Deep learning models are often evaluated in scenarios where the data distribution is different from those used in the training and validation phases. The discrepancy presents a challenge for accurately predicting the performance of models once deployed on the target distribution. Domain adaptation and generalization are widely recognized as effective strategies for addressing such shifts, thereby ensuring reliable performance. The recent promising results in applying vision transformers in computer vision tasks, coupled with advancements in self-attention mechanisms, have demonstrated their significant potential for robustness and generalization in handling distribution shifts. Motivated by the increased interest from the research community, our paper investigates the deployment of vision transformers in domain adaptation and domain generalization scenarios. For domain adaptation methods, we categorize research into feature-level, instance-level, model-level adaptations, and hybrid approaches, along with other categorizations with respect to diverse strategies for enhancing domain adaptation. Similarly, for domain generalization, we categorize research into multi-domain learning, meta-learning, regularization techniques, and data augmentation strategies. We further classify diverse strategies in research, underscoring the various approaches researchers have taken to address distribution shifts by integrating vision transformers. The inclusion of comprehensive tables summarizing these categories is a distinct feature of our work, offering valuable insights for researchers. These findings highlight the versatility of vision transformers in managing distribution shifts, crucial for real-world applications, especially in critical safety and decision-making scenarios.

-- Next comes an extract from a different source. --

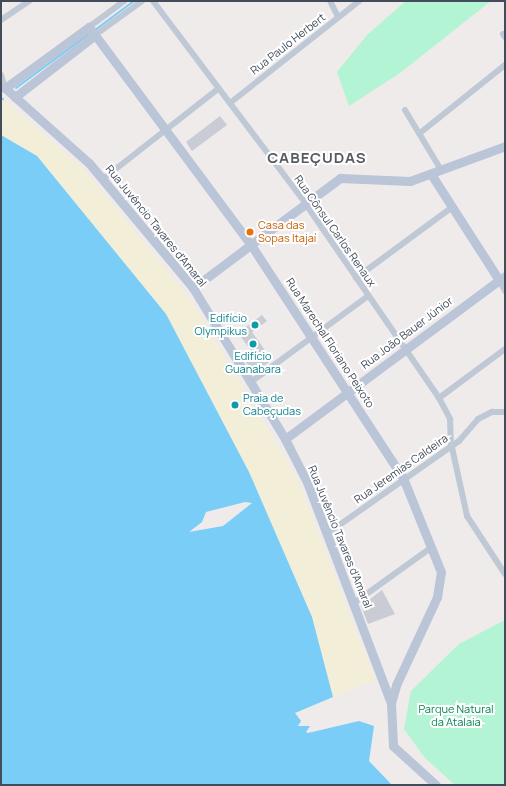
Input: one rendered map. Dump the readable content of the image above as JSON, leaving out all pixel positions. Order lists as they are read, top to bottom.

Paper Structure (29 sections, 3 equations, 10 figures)

This paper contains 29 sections, 3 equations, 10 figures.

Figures (10)

  • Figure 1: Various factors that affect the robustness of deep learning models include: (a) displaying the original image, followed by (b) severe occlusions, (c) adversarial perturbations, (d) patch permutations, and (e) distributional shifts, such as stylization to remove texture cues.
  • Figure 2: (a): An image is divided into fixed-size patches, each is embedded linearly, and position embeddings are added. The sequence of vectors produced is then fed into a standard Transformer encoder. For classification purposes, an additional learnable classification token is incorporated into the sequence. (b): The Transformer's architecture is characterized by the use of stacked self-attention and point-wise, fully connected layers within both its encoder and decoder components, as depicted in the left and right sections of the figure, respectively.

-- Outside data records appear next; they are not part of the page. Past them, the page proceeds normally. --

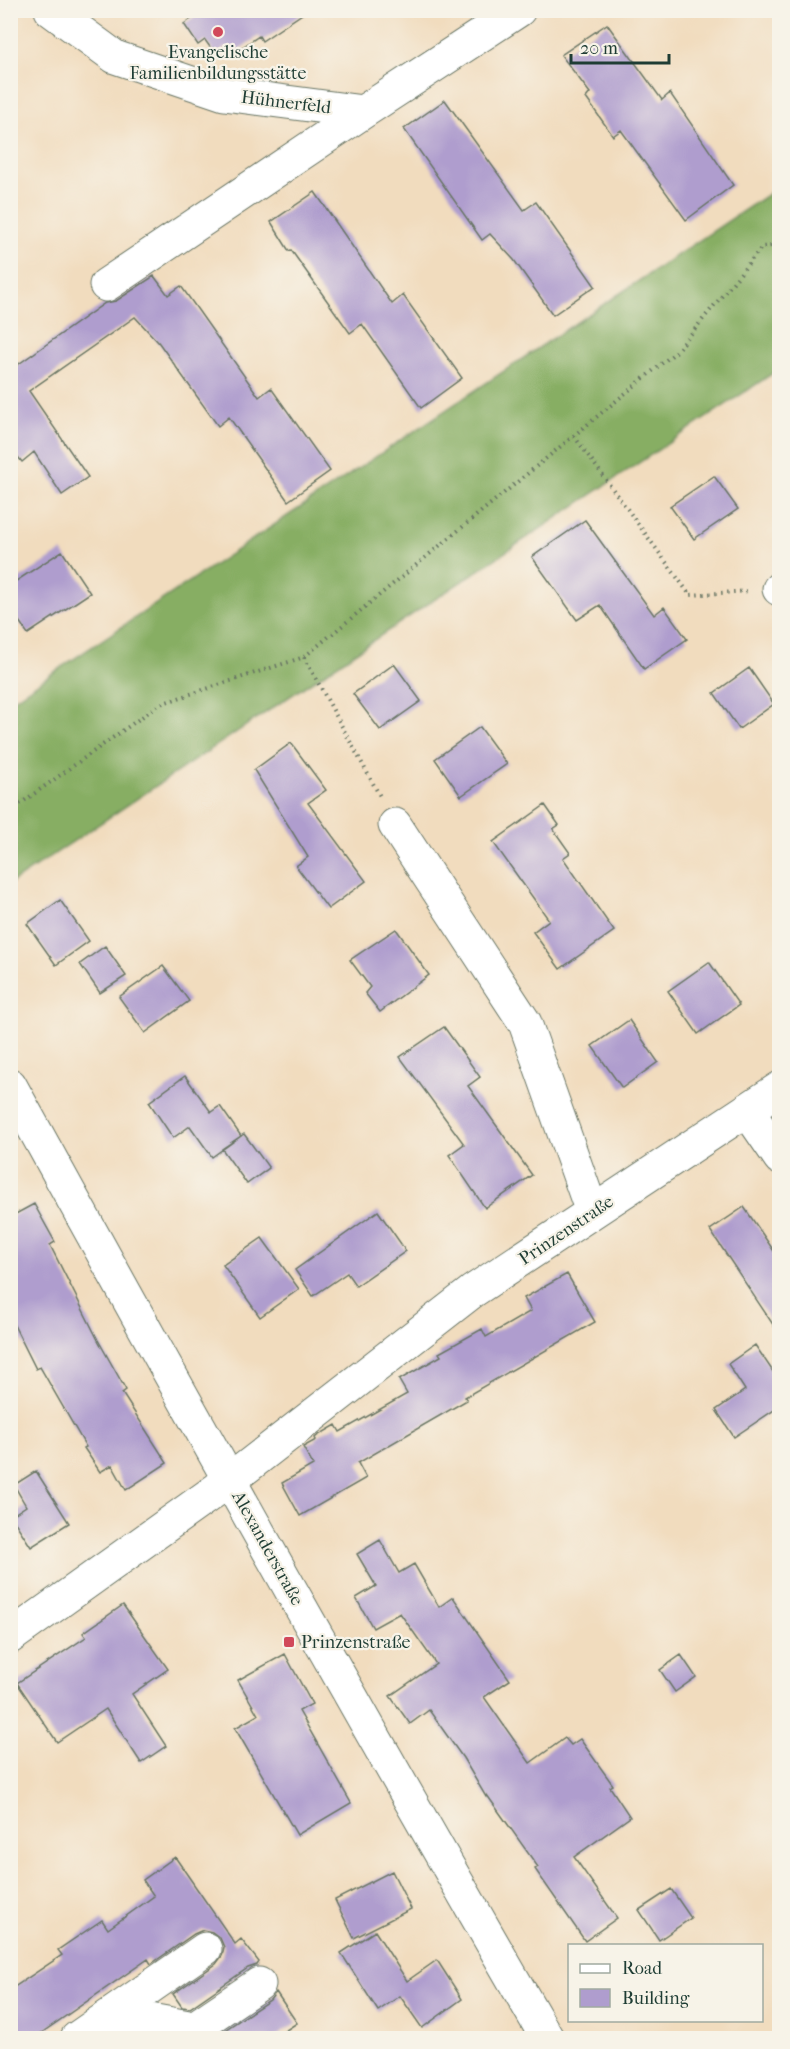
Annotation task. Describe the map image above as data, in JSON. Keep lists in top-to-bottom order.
{
  "streets": {
    "street": ["Hühnerfeld", "Prinzenstraße", "Alexanderstraße"]
  },
  "crossings": [
    ["Prinzenstraße", "Alexanderstraße"]
  ],
  "places": {
    "other": ["Evangelische Familienbildungsstätte"],
    "transit": ["Prinzenstraße"]
  },
  "legend": ["Road", "Building"],
  "scale_bar": "20 m"
}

  • Figure 3: Schematic representation of the Scaled Dot-Product Attention and Multi-Head Attention mechanisms. The top process combines queries, keys, and values to compute attention scores, while the bottom shows parallel attention layers merging in Multi-Head Attention, a core feature of transformer models for capturing varied contextual cues. The depiction of the attention mechanism inspired by khan2022transformers.
  • Figure 4: Our categorization of studies on adapting vision transformers to handle distribution shifts in domain adaptation and domain generalization approaches.